Managing the Bands

By George Roberts  

Vince & the VolcanoesMy interest in music development was awakened by the time that I discovered, at the tender age of fourteen that I was allowed into Shebeens. Also, my step dad, who fixed radios (amongst other things) for a living, exposed me to all manner of world music in his workroom at our family shop in Granby Street and he had a vast collection of records covering every taste imaginable. I spent a lot of time in his company.

By the time I had turned eighteen I'd bought a guitar for £9 and failed miserably to tune it. Obviously, I had the idea the wrong way round. I believed that if I couldn't tune it, I couldn't create music and therefore I shouldn't even try to play beyond three chords.

At the age of twenty I bought a clarinet from Rushworths. The most tuneful item that I copied verbatim was Acker Bilk's 'Stranger On The Shore.' I pawned the clarinet at Crown Street/Huskisson Street and never redeemed it.

Throughout, I could always play simple piano chords but never had the confidence to stand on stage and develop my own style and I was shit scared to open my mouth and sing.

Therefore, my facilitator talents developed. My passion for music development was so deep that I just had to create the circumstances within which others could thrive musically. That's how I started promoting my brother-in-law Paddy Berry and others.

Volcanoes business cardHaving returned to Liverpool from military service in Germany during the late fifties, I was by then able to view the city objectively as well as my usual subjective view. Unfortunately, the city was, as far as I could see, still Class and Race driven. There, within that environment we young people co-existed and co-operated whilst our peers, black and white and all colours between, were locked in mortal combat. A race war was raging and our district was 'ring fenced' by the most obnoxious types that ever walked the planet, implicitly supported by the authorities.

In my opinion the undeclared but quite obvious policy of racial containment pursued by the City Fathers had a profound effect on our cultural development. Personally, I am mixed race Arabic/Norwegian. Consequently and by choice, I always identified myself with the 'contained ones', the underdogs.

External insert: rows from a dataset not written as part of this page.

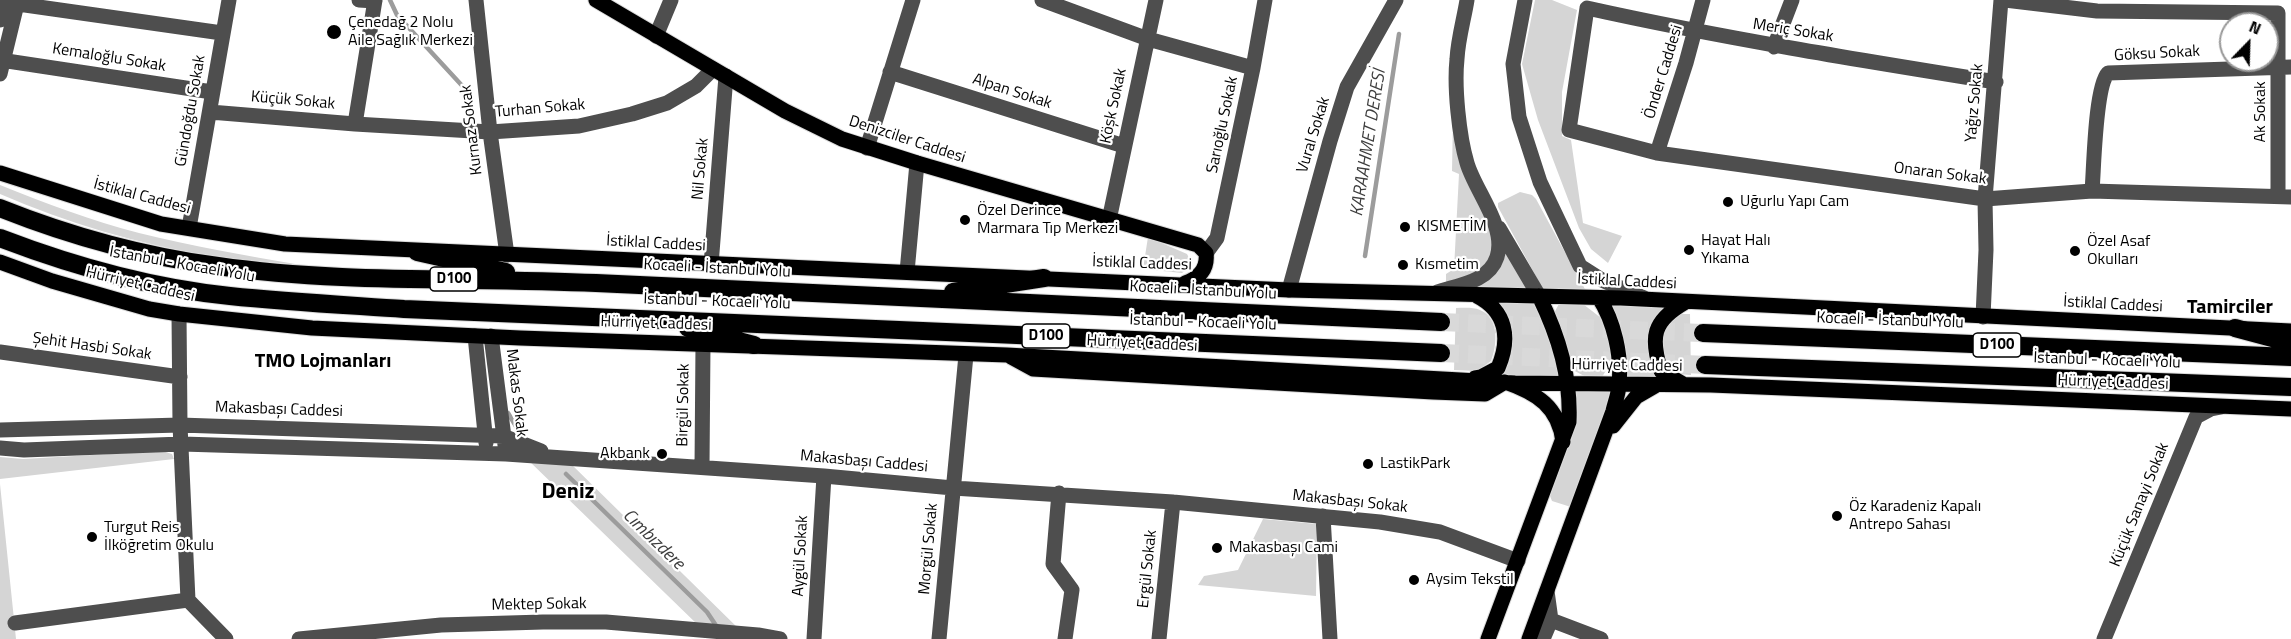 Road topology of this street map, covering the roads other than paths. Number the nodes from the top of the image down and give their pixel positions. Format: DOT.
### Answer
graph roads {
  1 [pos="229,0"];
  2 [pos="370,0"];
  3 [pos="476,0"];
  4 [pos="596,0"];
  5 [pos="671,0"];
  6 [pos="913,0"];
  7 [pos="1042,0"];
  8 [pos="1156,0"];
  9 [pos="1265,0"];
  10 [pos="1396,0"];
  11 [pos="1467,0"];
  12 [pos="1525,0"];
  13 [pos="1703,0"];
  14 [pos="1792,0"];
  15 [pos="2003,0"];
  16 [pos="11,2"];
  17 [pos="2099,6"];
  18 [pos="1587,8"];
  19 [pos="0,20"];
  20 [pos="1695,32"];
  21 [pos="222,33"];
  22 [pos="656,36"];
  23 [pos="1148,39"];
  24 [pos="1774,47"];
  25 [pos="1,65"];
  26 [pos="1253,68"];
  27 [pos="2285,68"];
  28 [pos="890,72"];
  29 [pos="720,73"];
  30 [pos="1996,82"];
  31 [pos="213,92"];
  32 [pos="210,112"];
  33 [pos="355,124"];
  34 [pos="490,132"];
  35 [pos="1124,146"];
  36 [pos="867,148"];
  37 [pos="1658,153"];
  38 [pos="916,164"];
  39 [pos="0,173"];
  40 [pos="2092,191"];
  41 [pos="2285,196"];
  42 [pos="1985,199"];
  43 [pos="0,208"];
  44 [pos="1109,220"];
  45 [pos="1494,221"];
  46 [pos="189,228"];
  47 [pos="0,238"];
  48 [pos="417,252"];
  49 [pos="1206,253"];
  50 [pos="507,255"];
  51 [pos="0,262"];
  52 [pos="711,265"];
  53 [pos="1580,266"];
  54 [pos="907,272"];
  55 [pos="1044,278"];
  56 [pos="540,280"];
  57 [pos="1183,284"];
  58 [pos="1289,290"];
  59 [pos="1434,293"];
  60 [pos="1474,294"];
  61 [pos="1539,296"];
  62 [pos="1568,297"];
  63 [pos="916,298"];
  64 [pos="1599,298"];
  65 [pos="1649,300"];
  66 [pos="1684,303"];
  67 [pos="179,314"];
  68 [pos="1549,316"];
  69 [pos="1983,317"];
  70 [pos="651,319"];
  71 [pos="1609,319"];
  72 [pos="1441,322"];
  73 [pos="2235,328"];
  74 [pos="2291,331"];
  75 [pos="1703,333"];
  76 [pos="475,336"];
  77 [pos="491,336"];
  78 [pos="2291,343"];
  79 [pos="704,344"];
  80 [pos="753,345"];
  81 [pos="0,352"];
  82 [pos="1441,353"];
  83 [pos="966,355"];
  84 [pos="1007,355"];
  85 [pos="1619,356"];
  86 [pos="2291,357"];
  87 [pos="1564,363"];
  88 [pos="1705,365"];
  89 [pos="180,377"];
  90 [pos="1454,380"];
  91 [pos="1505,382"];
  92 [pos="1567,383"];
  93 [pos="1584,384"];
  94 [pos="1600,384"];
  95 [pos="1620,384"];
  96 [pos="1661,384"];
  97 [pos="1684,385"];
  98 [pos="2291,387"];
  99 [pos="2167,403"];
  100 [pos="2228,406"];
  101 [pos="2291,409"];
  102 [pos="2196,417"];
  103 [pos="180,425"];
  104 [pos="0,430"];
  105 [pos="486,435"];
  106 [pos="503,436"];
  107 [pos="1563,442"];
  108 [pos="182,444"];
  109 [pos="0,448"];
  110 [pos="1599,452"];
  111 [pos="487,454"];
  112 [pos="506,454"];
  113 [pos="552,456"];
  114 [pos="702,467"];
  115 [pos="824,476"];
  116 [pos="953,488"];
  117 [pos="1059,493"];
  118 [pos="1173,502"];
  119 [pos="1323,516"];
  120 [pos="1518,561"];
  121 [pos="1547,591"];
  122 [pos="188,600"];
  123 [pos="1551,620"];
  124 [pos="15,623"];
  125 [pos="226,639"];
  126 [pos="300,639"];
  127 [pos="780,639"];
  128 [pos="814,639"];
  129 [pos="939,639"];
  130 [pos="1065,639"];
  131 [pos="1160,639"];
  132 [pos="1330,639"];
  133 [pos="1488,639"];
  134 [pos="1529,639"];
  135 [pos="1544,639"];
  136 [pos="1601,639"];
  137 [pos="2104,639"];
  1 -- 21 [label="street, Gündoğdu Sokak"];
  2 -- 33 [label="street, Küçük Sokak"];
  3 -- 34 [label="street, Kurnaz Sokak"];
  4 -- 22 [label="main road, Denizciler Caddesi"];
  5 -- 22 [label="street"];
  6 -- 28 [label="street"];
  7 -- 23 [label="street"];
  8 -- 23 [label="street, Köşk Sokak"];
  9 -- 26 [label="street, Sarıoğlu Sokak"];
  10 -- 58 [label="street, Vural Sokak"];
  11 -- 45 [label="street"];
  12 -- 53 [label="street"];
  13 -- 20 [label="street, Önder Caddesi"];
  14 -- 24 [label="street"];
  15 -- 17 [label="street, Ak Sokak"];
  15 -- 30 [label="street, Yağız Sokak"];
  16 -- 19 [label="street"];
  16 -- 21 [label="street"];
  16 -- 25 [label="street"];
  17 -- 27 [label="street, Ak Sokak"];
  18 -- 20 [label="street, Meriç Sokak"];
  18 -- 37 [label="street, Onaran Sokak"];
  20 -- 24 [label="street, Meriç Sokak"];
  20 -- 37 [label="street, Önder Caddesi"];
  21 -- 31 [label="street, Gündoğdu Sokak"];
  22 -- 29 [label="main road, Denizciler Caddesi"];
  23 -- 26 [label="street"];
  23 -- 35 [label="street, Köşk Sokak"];
  24 -- 30 [label="street, Meriç Sokak"];
  25 -- 31 [label="street, Kemaloğlu Sokak"];
  26 -- 49 [label="street, Sarıoğlu Sokak"];
  27 -- 40 [label="street, Göksu Sokak"];
  27 -- 41 [label="street, Ak Sokak"];
  28 -- 35 [label="street, Alpan Sokak"];
  28 -- 36 [label="street"];
  29 -- 34 [label="street, Turhan Sokak"];
  29 -- 36 [label="main road, Denizciler Caddesi"];
  29 -- 52 [label="street, Nil Sokak"];
  30 -- 42 [label="street, Yağız Sokak"];
  31 -- 32 [label="street, Gündoğdu Sokak"];
  32 -- 33 [label="street, Küçük Sokak"];
  32 -- 46 [label="street, Gündoğdu Sokak"];
  33 -- 34 [label="street, Turhan Sokak"];
  34 -- 50 [label="street, Kurnaz Sokak"];
  35 -- 44 [label="street, Köşk Sokak"];
  36 -- 38 [label="main road, Denizciler Caddesi"];
  37 -- 42 [label="street, Onaran Sokak"];
  38 -- 44 [label="main road, Denizciler Caddesi"];
  38 -- 54 [label="street"];
  39 -- 46 [label="main road, İstiklal Caddesi"];
  40 -- 41 [label="street, Onaran Sokak"];
  40 -- 42 [label="street, Onaran Sokak"];
  42 -- 69 [label="street, Yağız Sokak"];
  43 -- 56 [label="highway, Kocaeli - İstanbul Yolu / D100"];
  44 -- 49 [label="main road, Denizciler Caddesi"];
  45 -- 59 [label="street"];
  45 -- 61 [label="street"];
  46 -- 48 [label="main road, İstiklal Caddesi"];
  47 -- 70 [label="highway, İstanbul - Kocaeli Yolu / D100"];
  48 -- 50 [label="main road, İstiklal Caddesi"];
  48 -- 56 [label="highway"];
  49 -- 57 [label="main road"];
  50 -- 52 [label="main road, İstiklal Caddesi"];
  51 -- 67 [label="main road, Hürriyet Caddesi"];
  52 -- 54 [label="main road, İstiklal Caddesi"];
  53 -- 64 [label="street"];
  53 -- 65 [label="street"];
  54 -- 55 [label="main road, İstiklal Caddesi"];
  55 -- 57 [label="main road, İstiklal Caddesi"];
  55 -- 63 [label="highway"];
  56 -- 63 [label="highway, Kocaeli - İstanbul Yolu / D100"];
  57 -- 58 [label="main road, İstiklal Caddesi"];
  58 -- 59 [label="main road, İstiklal Caddesi"];
  59 -- 60 [label="main road, İstiklal Caddesi"];
  60 -- 61 [label="main road, İstiklal Caddesi"];
  60 -- 90 [label="main road"];
  61 -- 62 [label="main road, İstiklal Caddesi"];
  61 -- 68 [label="main road"];
  62 -- 64 [label="main road, İstiklal Caddesi"];
  62 -- 68 [label="main road"];
  62 -- 71 [label="main road"];
  63 -- 72 [label="highway, Kocaeli - İstanbul Yolu / D100"];
  64 -- 65 [label="main road, İstiklal Caddesi"];
  64 -- 71 [label="main road"];
  65 -- 66 [label="main road, İstiklal Caddesi"];
  66 -- 69 [label="main road, İstiklal Caddesi"];
  66 -- 97 [label="main road"];
  67 -- 76 [label="main road, Hürriyet Caddesi"];
  67 -- 89 [label="street"];
  68 -- 87 [label="main road"];
  69 -- 73 [label="main road, İstiklal Caddesi"];
  70 -- 80 [label="highway"];
  70 -- 82 [label="highway, İstanbul - Kocaeli Yolu / D100"];
  71 -- 85 [label="main road"];
  73 -- 74 [label="main road, İstiklal Caddesi"];
  73 -- 78 [label="highway"];
  75 -- 86 [label="highway, Kocaeli - İstanbul Yolu / D100"];
  76 -- 77 [label="main road, Hürriyet Caddesi"];
  76 -- 105 [label="street, Makas Sokak"];
  77 -- 79 [label="main road, Hürriyet Caddesi"];
  77 -- 106 [label="street, Makas Sokak"];
  79 -- 80 [label="main road, Hürriyet Caddesi"];
  79 -- 114 [label="street, Birgül Sokak"];
  80 -- 83 [label="main road, Hürriyet Caddesi"];
  81 -- 89 [label="street, Şehit Hasbi Sokak"];
  83 -- 84 [label="main road, Hürriyet Caddesi"];
  83 -- 116 [label="street, Morgül Sokak"];
  84 -- 90 [label="main road, Hürriyet Caddesi"];
  84 -- 91 [label="main road"];
  85 -- 94 [label="main road"];
  85 -- 95 [label="main road"];
  87 -- 92 [label="main road"];
  87 -- 93 [label="main road"];
  88 -- 98 [label="highway, İstanbul - Kocaeli Yolu / D100"];
  89 -- 103 [label="street"];
  90 -- 91 [label="main road, Hürriyet Caddesi"];
  91 -- 92 [label="main road, Hürriyet Caddesi"];
  91 -- 107 [label="main road"];
  92 -- 93 [label="main road, Hürriyet Caddesi"];
  92 -- 107 [label="main road"];
  93 -- 94 [label="main road, Hürriyet Caddesi"];
  94 -- 95 [label="main road, Hürriyet Caddesi"];
  95 -- 96 [label="main road, Hürriyet Caddesi"];
  95 -- 110 [label="main road"];
  96 -- 97 [label="main road, Hürriyet Caddesi"];
  96 -- 110 [label="main road"];
  97 -- 99 [label="main road, Hürriyet Caddesi"];
  99 -- 100 [label="main road, Hürriyet Caddesi"];
  99 -- 102 [label="street"];
  100 -- 101 [label="main road, Hürriyet Caddesi"];
  100 -- 102 [label="street"];
  102 -- 137 [label="street, Küçük Sanayi Sokak"];
  103 -- 104 [label="street, Makasbaşı Caddesi"];
  103 -- 105 [label="street, Makasbaşı Caddesi"];
  103 -- 108 [label="street"];
  105 -- 106 [label="street, Makasbaşı Caddesi"];
  105 -- 111 [label="street, Makas Sokak"];
  106 -- 112 [label="street, Makas Sokak"];
  106 -- 113 [label="street, Makasbaşı Caddesi"];
  107 -- 120 [label="main road"];
  108 -- 109 [label="street, Makasbaşı Caddesi"];
  108 -- 111 [label="street, Makasbaşı Caddesi"];
  108 -- 122 [label="street"];
  110 -- 121 [label="main road"];
  111 -- 112 [label="street, Makasbaşı Caddesi"];
  112 -- 113 [label="street, Makasbaşı Caddesi"];
  113 -- 114 [label="street, Makasbaşı Caddesi"];
  114 -- 115 [label="street, Makasbaşı Caddesi"];
  115 -- 116 [label="street, Makasbaşı Caddesi"];
  115 -- 128 [label="street, Aygül Sokak"];
  116 -- 117 [label="street, Makasbaşı Caddesi"];
  116 -- 129 [label="street, Morgül Sokak"];
  117 -- 118 [label="street, Makasbaşı Caddesi"];
  117 -- 130 [label="street"];
  118 -- 119 [label="street, Makasbaşı Sokak"];
  118 -- 131 [label="street, Ergül Sokak"];
  119 -- 120 [label="street, Makasbaşı Sokak"];
  119 -- 132 [label="street"];
  120 -- 133 [label="main road"];
  121 -- 123 [label="street"];
  121 -- 134 [label="main road"];
  122 -- 124 [label="street"];
  122 -- 125 [label="street"];
  123 -- 135 [label="street"];
  123 -- 136 [label="street"];
  126 -- 127 [label="street, Mektep Sokak"];
}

Without a doubt, in spite of and regardless of the racial problems, I was able to bridge the racial divide and view it all. Sometimes I got a whacking for my insolence in straying too far from the ghetto and getting 'uppity', but that's another story.

What was happening musically was very, very special throughout Liverpool. It could be tested and tasted. It was fine wine and excellent food, it was our own creating. We were parochial but knew instinctively that, overall, the sound was unique to Liverpool.